• _Required work_: Copy out the lines of the records below, and only those lines, from the one with "FUTURES, AND OTHER</text>" through the one with "for. Perhaps searching</text>", exactly as they appear.

====== Input data ======

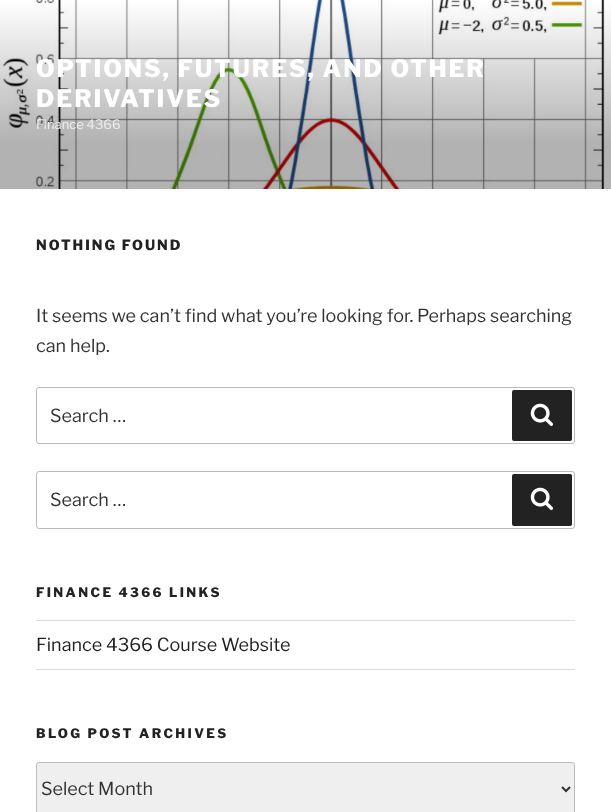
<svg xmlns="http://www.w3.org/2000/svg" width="611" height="812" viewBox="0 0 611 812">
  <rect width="100%" height="100%" fill="#ffffff"/>
  <rect x="0" y="189" width="611" height="1" fill="#fafafa"/>
  <image x="0" y="0" width="611" height="189" href="img1.png"/>
  <text x="36" y="77" font-family="Libre Franklin" font-size="24" font-weight="100" letter-spacing="1.9" fill="#ffffff">OPTIONS, FUTURES, AND OTHER</text>
  <text x="36" y="107" font-family="Libre Franklin" font-size="24" font-weight="100" letter-spacing="1.9" fill="#ffffff">DERIVATIVES</text>
  <text x="36" y="129" font-family="'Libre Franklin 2'" font-size="13" font-weight="100" fill="#eeeeee">Finance 4366</text>
  <text x="36" y="250" font-family="Libre Franklin" font-size="14" font-weight="100" letter-spacing="2" fill="#222222">NOTHING FOUND</text>
  <text x="36" y="322" font-family="'Libre Franklin 2'" font-size="18" font-weight="100" fill="#333333">It seems we can’t find what you’re looking for. Perhaps searching</text>
  <text x="36" y="352" font-family="'Libre Franklin 2'" font-size="18" font-weight="100" fill="#333333">can help.</text>
  <rect x="36.5" y="387.5" width="538" height="56" rx="2.5" fill="none" stroke="#bbbbbb"/>
  <text x="50" y="422" font-family="'Libre Franklin 2'" font-size="18" font-weight="100" fill="#333333">Search …</text>
  <rect x="512" y="390" width="60" height="51" rx="2" fill="#222222"/>
  <image x="530" y="403" width="23" height="23" href="img2.png"/>
  <rect x="36.5" y="471.5" width="538" height="57" rx="2.5" fill="none" stroke="#bbbbbb"/>
  <text x="50" y="506" font-family="'Libre Franklin 2'" font-size="18" font-weight="100" fill="#333333">Search …</text>
  <rect x="512" y="474" width="60" height="52" rx="2" fill="#222222"/>
  <image x="530" y="487" width="23" height="23" href="img2.png"/>
  <text x="36" y="597" font-family="Libre Franklin" font-size="13" font-weight="100" letter-spacing="2.4" fill="#222222">FINANCE 4366 LINKS</text>
  <rect x="36" y="620" width="539" height="1" fill="#dddddd"/>
  <rect x="36" y="669" width="539" height="1" fill="#dddddd"/>
  <text x="36" y="651" font-family="'Libre Franklin 2'" font-size="18" font-weight="100" fill="#222222">Finance 4366 Course Website</text>
  <text x="36" y="738" font-family="Libre Franklin" font-size="13" font-weight="100" letter-spacing="2.4" fill="#222222">BLOG POST ARCHIVES</text>
  <rect x="36.5" y="762.5" width="538" height="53" rx="2.5" fill="#efefef" stroke="#bbbbbb"/>
  <path d="M562 787L566 791L570 787" fill="none" stroke="#333333" stroke-width="2"/>
  <text x="41" y="795" font-family="'Libre Franklin 2'" font-size="18" font-weight="100" fill="#333333">Select Month</text>
</svg>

======

• _Written answer_:
  <text x="36" y="77" font-family="Libre Franklin" font-size="24" font-weight="100" letter-spacing="1.9" fill="#ffffff">OPTIONS, FUTURES, AND OTHER</text>
  <text x="36" y="107" font-family="Libre Franklin" font-size="24" font-weight="100" letter-spacing="1.9" fill="#ffffff">DERIVATIVES</text>
  <text x="36" y="129" font-family="'Libre Franklin 2'" font-size="13" font-weight="100" fill="#eeeeee">Finance 4366</text>
  <text x="36" y="250" font-family="Libre Franklin" font-size="14" font-weight="100" letter-spacing="2" fill="#222222">NOTHING FOUND</text>
  <text x="36" y="322" font-family="'Libre Franklin 2'" font-size="18" font-weight="100" fill="#333333">It seems we can’t find what you’re looking for. Perhaps searching</text>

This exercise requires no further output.